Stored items
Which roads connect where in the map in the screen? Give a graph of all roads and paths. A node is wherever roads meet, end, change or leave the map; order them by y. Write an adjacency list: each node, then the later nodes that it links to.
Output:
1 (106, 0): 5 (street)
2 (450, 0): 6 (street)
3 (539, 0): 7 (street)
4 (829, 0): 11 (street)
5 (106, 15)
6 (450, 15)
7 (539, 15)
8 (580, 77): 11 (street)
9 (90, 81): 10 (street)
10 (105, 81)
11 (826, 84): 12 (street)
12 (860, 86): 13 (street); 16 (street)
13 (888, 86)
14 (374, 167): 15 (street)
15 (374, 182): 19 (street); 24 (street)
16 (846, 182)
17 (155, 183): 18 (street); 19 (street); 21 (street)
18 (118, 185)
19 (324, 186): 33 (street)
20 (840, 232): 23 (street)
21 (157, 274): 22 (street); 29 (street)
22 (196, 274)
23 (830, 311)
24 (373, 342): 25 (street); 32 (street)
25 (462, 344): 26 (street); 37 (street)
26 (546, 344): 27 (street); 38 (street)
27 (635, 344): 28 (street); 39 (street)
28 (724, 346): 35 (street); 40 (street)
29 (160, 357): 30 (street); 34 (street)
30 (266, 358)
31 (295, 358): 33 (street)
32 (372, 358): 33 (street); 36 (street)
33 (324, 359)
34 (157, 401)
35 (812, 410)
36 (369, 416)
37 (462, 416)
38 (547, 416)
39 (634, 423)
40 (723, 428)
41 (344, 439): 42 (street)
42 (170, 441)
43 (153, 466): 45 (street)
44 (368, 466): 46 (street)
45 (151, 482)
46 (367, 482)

EXERCISE GOAL: Write the data out again, verbatim.

RESULT OF THIS EXERCISE:
Which roads connect where in the map in the screen? Give a graph of all roads and paths. A node is wherever roads meet, end, change or leave the map; order them by y. Write an adjacency list: each node, then the later nodes that it links to.
Output:
1 (106, 0): 5 (street)
2 (450, 0): 6 (street)
3 (539, 0): 7 (street)
4 (829, 0): 11 (street)
5 (106, 15)
6 (450, 15)
7 (539, 15)
8 (580, 77): 11 (street)
9 (90, 81): 10 (street)
10 (105, 81)
11 (826, 84): 12 (street)
12 (860, 86): 13 (street); 16 (street)
13 (888, 86)
14 (374, 167): 15 (street)
15 (374, 182): 19 (street); 24 (street)
16 (846, 182)
17 (155, 183): 18 (street); 19 (street); 21 (street)
18 (118, 185)
19 (324, 186): 33 (street)
20 (840, 232): 23 (street)
21 (157, 274): 22 (street); 29 (street)
22 (196, 274)
23 (830, 311)
24 (373, 342): 25 (street); 32 (street)
25 (462, 344): 26 (street); 37 (street)
26 (546, 344): 27 (street); 38 (street)
27 (635, 344): 28 (street); 39 (street)
28 (724, 346): 35 (street); 40 (street)
29 (160, 357): 30 (street); 34 (street)
30 (266, 358)
31 (295, 358): 33 (street)
32 (372, 358): 33 (street); 36 (street)
33 (324, 359)
34 (157, 401)
35 (812, 410)
36 (369, 416)
37 (462, 416)
38 (547, 416)
39 (634, 423)
40 (723, 428)
41 (344, 439): 42 (street)
42 (170, 441)
43 (153, 466): 45 (street)
44 (368, 466): 46 (street)
45 (151, 482)
46 (367, 482)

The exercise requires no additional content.